Brian frowned at her back, then into the woods. He had a sudden and certain feeling that none of what had just happened had been a pretense. And that, he decided, made him not only a fool but a nasty one.
“Hold on, Kirby, I’ll give you a ride back.”
“No, thanks.”
“Damn it, I said hold on.” He caught up with her, took her arm, and was stunned by the ripe fury on her face when she whirled around.
“I’ll let you know when I want you to touch me, Brian, and I’ll let you know when I want anything from you. In the meantime ...” She jerked free. “I’ll take care of myself.”
“I’m sorry.” He cursed himself even as he said it. He hadn’t meant to. And the raised-eyebrow, wide-eyed look she sent him made him wish he’d sawed off his tongue first.
“I beg your pardon, did you say something?”
Too late to back out, he thought, and swallowed the bitter pill. “I said I’m sorry. I was out of line. Let me drive you home.”
She inclined her head, regally, he thought, and her smile was smug. “Thank you. I’d appreciate it.”
EIGHT
“YOU were supposed to bring a six-pack, not fancy wine, big shot.” Already disposed to complain, Lexy loaded her sleeping bag and gear into Jo’s Land R
over.
“I like wine.” Jo kept her voice mild and her sentences short.
“I don’t know why you want to spend the night dishing in the woods anyway.” Lexy scowled at Jo’s tidily rolled and top-grade sleeping bag. Always the best for Jo Ellen, she thought sourly, then shoved her two six-packs of Coors into the cargo area. “No piano bar, no room service, no fawning maître d’.”

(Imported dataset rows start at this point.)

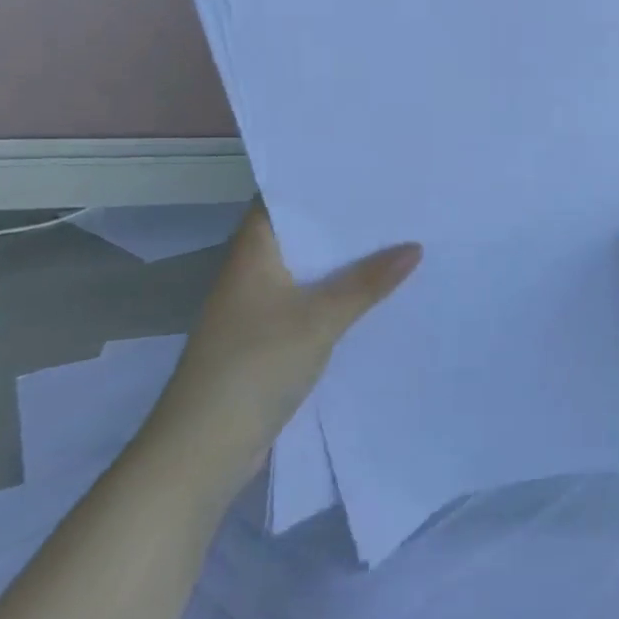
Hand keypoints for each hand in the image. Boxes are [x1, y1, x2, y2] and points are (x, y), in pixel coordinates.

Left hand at [147, 202, 420, 483]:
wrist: (204, 449)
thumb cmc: (254, 367)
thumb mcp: (319, 319)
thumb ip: (367, 282)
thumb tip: (414, 247)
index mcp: (253, 254)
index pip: (282, 199)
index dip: (318, 181)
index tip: (365, 169)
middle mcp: (252, 273)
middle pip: (301, 234)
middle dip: (343, 222)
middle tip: (396, 201)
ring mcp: (258, 309)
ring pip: (309, 271)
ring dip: (344, 261)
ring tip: (397, 239)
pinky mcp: (268, 341)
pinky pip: (310, 303)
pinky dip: (338, 295)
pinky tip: (375, 294)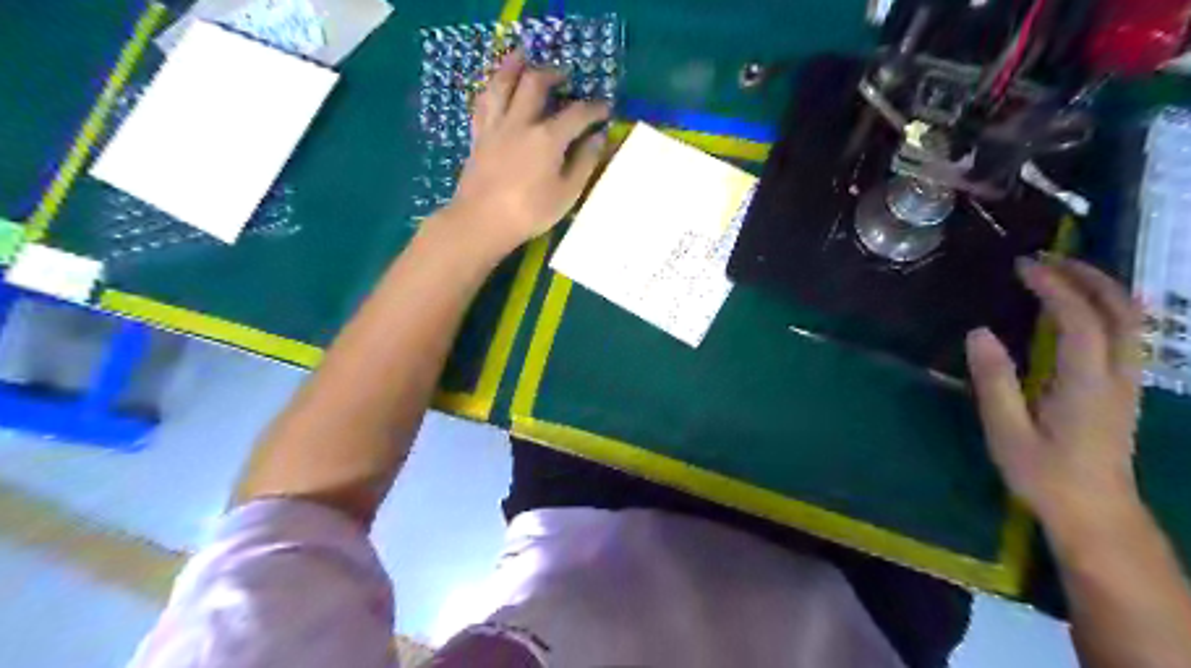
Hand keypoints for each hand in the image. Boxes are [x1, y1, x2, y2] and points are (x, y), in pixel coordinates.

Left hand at [442, 50, 609, 254]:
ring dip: (515, 66)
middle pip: (536, 83)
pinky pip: (483, 103)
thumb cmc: (530, 212)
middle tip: (565, 77)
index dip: (595, 108)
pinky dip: (491, 90)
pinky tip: (496, 88)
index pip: (577, 113)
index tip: (606, 108)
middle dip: (554, 75)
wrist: (481, 222)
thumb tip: (598, 138)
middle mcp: (521, 122)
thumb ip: (585, 162)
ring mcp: (496, 126)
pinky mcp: (478, 136)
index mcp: (548, 137)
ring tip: (524, 59)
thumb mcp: (567, 193)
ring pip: (503, 83)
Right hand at [967, 256, 1142, 532]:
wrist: (1096, 513)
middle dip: (1088, 275)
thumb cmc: (1044, 475)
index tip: (1024, 267)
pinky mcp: (1125, 388)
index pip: (1080, 320)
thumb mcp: (1006, 432)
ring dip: (1103, 287)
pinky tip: (1085, 305)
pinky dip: (1109, 306)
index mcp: (1086, 384)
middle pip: (1122, 310)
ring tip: (1064, 271)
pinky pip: (1129, 333)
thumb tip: (978, 333)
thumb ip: (995, 381)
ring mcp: (1129, 381)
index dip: (1054, 287)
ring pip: (1133, 320)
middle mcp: (1118, 375)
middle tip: (1047, 257)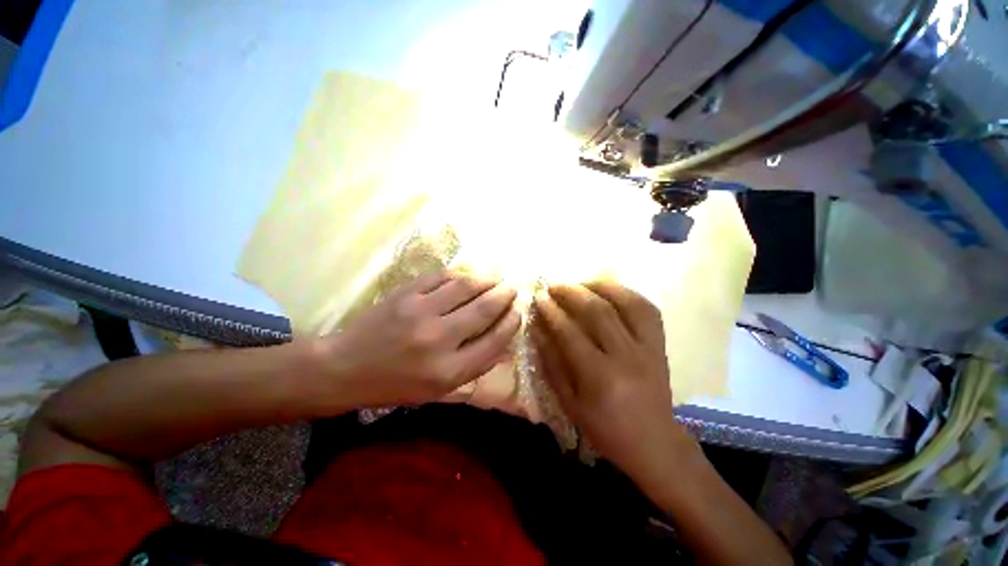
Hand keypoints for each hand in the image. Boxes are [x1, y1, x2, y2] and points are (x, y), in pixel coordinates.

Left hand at [324, 270, 520, 406]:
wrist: (345, 368)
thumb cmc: (396, 384)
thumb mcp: (439, 389)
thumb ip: (475, 366)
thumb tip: (505, 343)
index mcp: (448, 371)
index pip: (494, 341)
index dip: (511, 323)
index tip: (518, 312)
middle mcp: (438, 339)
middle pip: (483, 309)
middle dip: (504, 295)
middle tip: (513, 288)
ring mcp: (419, 312)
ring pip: (465, 286)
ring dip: (486, 279)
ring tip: (495, 278)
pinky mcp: (405, 293)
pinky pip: (442, 277)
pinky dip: (460, 274)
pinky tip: (468, 275)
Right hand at [532, 282, 697, 489]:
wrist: (655, 443)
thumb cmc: (606, 428)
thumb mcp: (570, 404)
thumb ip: (552, 364)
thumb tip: (537, 331)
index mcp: (600, 376)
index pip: (570, 333)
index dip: (552, 312)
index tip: (539, 298)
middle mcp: (626, 356)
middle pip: (598, 311)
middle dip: (571, 292)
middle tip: (554, 285)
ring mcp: (647, 347)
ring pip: (626, 303)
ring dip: (600, 286)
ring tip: (581, 283)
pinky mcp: (660, 345)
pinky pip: (647, 309)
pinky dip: (628, 294)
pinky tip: (611, 291)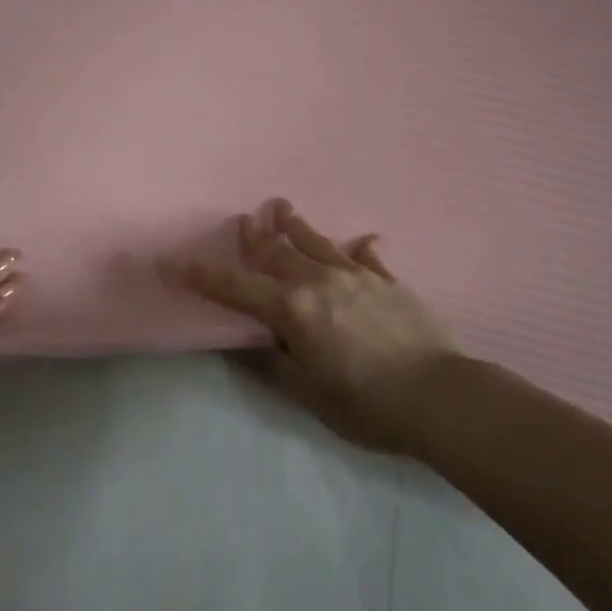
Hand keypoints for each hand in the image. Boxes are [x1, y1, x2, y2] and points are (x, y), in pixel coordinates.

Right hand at [163, 199, 456, 452]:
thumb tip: (250, 342)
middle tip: (243, 220)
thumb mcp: (308, 394)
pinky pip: (369, 258)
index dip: (201, 276)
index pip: (235, 288)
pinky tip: (364, 241)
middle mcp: (318, 282)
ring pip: (318, 243)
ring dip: (296, 226)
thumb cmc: (366, 403)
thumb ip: (275, 362)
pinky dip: (362, 250)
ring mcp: (356, 276)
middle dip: (255, 238)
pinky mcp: (389, 281)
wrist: (439, 396)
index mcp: (292, 309)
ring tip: (282, 207)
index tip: (172, 261)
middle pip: (277, 253)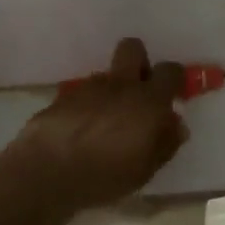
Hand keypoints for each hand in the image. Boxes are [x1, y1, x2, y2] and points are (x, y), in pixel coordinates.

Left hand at [7, 38, 189, 212]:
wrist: (48, 172)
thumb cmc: (105, 175)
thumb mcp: (145, 170)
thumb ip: (165, 143)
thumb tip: (176, 125)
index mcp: (148, 101)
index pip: (170, 71)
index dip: (174, 79)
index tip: (171, 94)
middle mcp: (120, 85)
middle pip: (133, 48)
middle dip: (139, 61)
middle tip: (139, 90)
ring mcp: (88, 87)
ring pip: (106, 74)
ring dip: (111, 90)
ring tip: (105, 121)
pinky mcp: (63, 96)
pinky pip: (83, 92)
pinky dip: (87, 105)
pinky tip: (81, 129)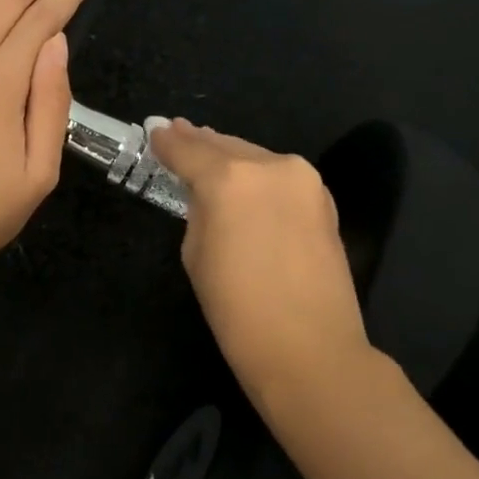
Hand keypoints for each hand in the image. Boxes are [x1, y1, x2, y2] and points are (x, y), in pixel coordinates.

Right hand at [150, 119, 373, 386]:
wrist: (309, 348)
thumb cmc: (237, 309)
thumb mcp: (196, 255)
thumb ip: (199, 211)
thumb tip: (208, 194)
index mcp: (228, 179)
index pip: (188, 151)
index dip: (167, 142)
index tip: (154, 131)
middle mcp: (269, 166)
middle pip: (225, 146)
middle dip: (199, 141)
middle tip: (177, 130)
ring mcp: (303, 180)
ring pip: (256, 157)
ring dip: (231, 154)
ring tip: (208, 149)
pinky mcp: (324, 199)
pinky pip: (280, 176)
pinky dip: (259, 173)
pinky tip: (246, 178)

Jo thought of the nights she’d spent in a tent, in second-rate motels, shivering in the cab of her four-wheeler. Anything to get the shot. She muscled in the bag of groceries she’d begged off of Brian, shoved her hair back. “I’ll survive somehow.”
“I set this up, you know. I set it up because I wanted to get the hell away from here for one night. I wanted to relax with friends. My friends.”